В числе новичков, поступивших в низшее отделение, были два очень милых мальчика, двоюродные братья Протасовы. Один был постарше, Павел, второго звали Ваней. Этот последний был еще совсем ребенок, хорошенький, розовый, с детскою полнотой и еще не утраченной наивностью, напоминающей утреннюю росу. Оба были поповичи, и притом состоятельные. Они были откуда-то с дальних заводов и во всем отличались от деревенских поповичей – чистенькие, вежливые, воспитанные. Вероятно, именно выдававшаяся культурность и вызвала то, что все как-то сразу отнеслись к ним с скрытой враждебностью.

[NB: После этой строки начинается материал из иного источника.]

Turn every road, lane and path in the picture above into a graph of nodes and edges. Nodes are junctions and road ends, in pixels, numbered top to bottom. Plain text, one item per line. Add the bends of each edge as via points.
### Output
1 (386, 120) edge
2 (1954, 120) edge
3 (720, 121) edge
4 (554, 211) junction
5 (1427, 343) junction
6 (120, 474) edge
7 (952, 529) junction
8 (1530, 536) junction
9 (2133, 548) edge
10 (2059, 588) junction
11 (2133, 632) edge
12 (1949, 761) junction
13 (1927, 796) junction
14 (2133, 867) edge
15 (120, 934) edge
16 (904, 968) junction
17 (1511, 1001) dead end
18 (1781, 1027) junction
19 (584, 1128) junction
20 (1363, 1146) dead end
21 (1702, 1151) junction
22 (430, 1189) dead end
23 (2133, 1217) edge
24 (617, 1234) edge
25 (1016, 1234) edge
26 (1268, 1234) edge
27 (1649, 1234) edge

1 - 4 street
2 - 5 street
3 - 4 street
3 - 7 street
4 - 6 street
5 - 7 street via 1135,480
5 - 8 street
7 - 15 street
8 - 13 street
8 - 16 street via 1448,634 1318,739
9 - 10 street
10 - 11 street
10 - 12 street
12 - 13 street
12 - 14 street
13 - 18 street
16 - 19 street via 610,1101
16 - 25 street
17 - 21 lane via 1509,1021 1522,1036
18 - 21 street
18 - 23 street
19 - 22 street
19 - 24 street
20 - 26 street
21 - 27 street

– Ябедники, наверно, будут, – решил кто-то вперед.

Ябедник – это опасное слово при драконовских нравах бурсы, и я только впоследствии понял все его громадное значение. Достаточно одного подозрения, чтобы человек буквально погиб, как погибает безвозвратно прокаженный. Бурса тысячью средств доймет его и уничтожит. Спасенья не могло быть. Именно с этого рокового подозрения и начались бедствия маленьких новичков. Составился целый заговор. Введенский о чем-то шептался с Ермилычем и Шиликуном, а последний входил в какие-то таинственные сношения с деревенскими новичками. Паша и Ваня, предчувствуя беду, жались один к другому, как пойманные зверьки.

– Два сапога – пара, – сурово заметил Ермилыч, отличавшийся вообще строгостью характера.

Травля началась систематически и, вероятно, по способу, постоянно практиковавшемуся всей бурсой. Один из деревенских новичков подходит и говорит:

– Давайте поиграем...

Приличные мальчики переглядывались и старались уклониться от любезного предложения.

– Мы не умеем играть... – отвечал Паша, который был побойчее.

– Как не умеете? – удивлялся Шиликун. – Это вы притворяетесь... В городки умеете?

Мальчики переглядываются и, ввиду такого невинного предложения, соглашаются. Игра в городки – самая невинная, по существу, детская забава. Берутся пять и больше небольших, гладких камушков, которые укладываются в руку. Один камень бросается вверх, и, пока он летит, игрок должен из лежащей перед ним кучки взять сначала один камень, потом другой и т.д., до тех пор, пока все камни будут в горсти. Это и есть "взять городок". Следующий номер, – берут камни по два, потом по три и, наконец, нужно схватить все разом. Игра очень несложная и не требующая особенного искусства. Но бурса ухитрилась сделать из нее настоящую пытку.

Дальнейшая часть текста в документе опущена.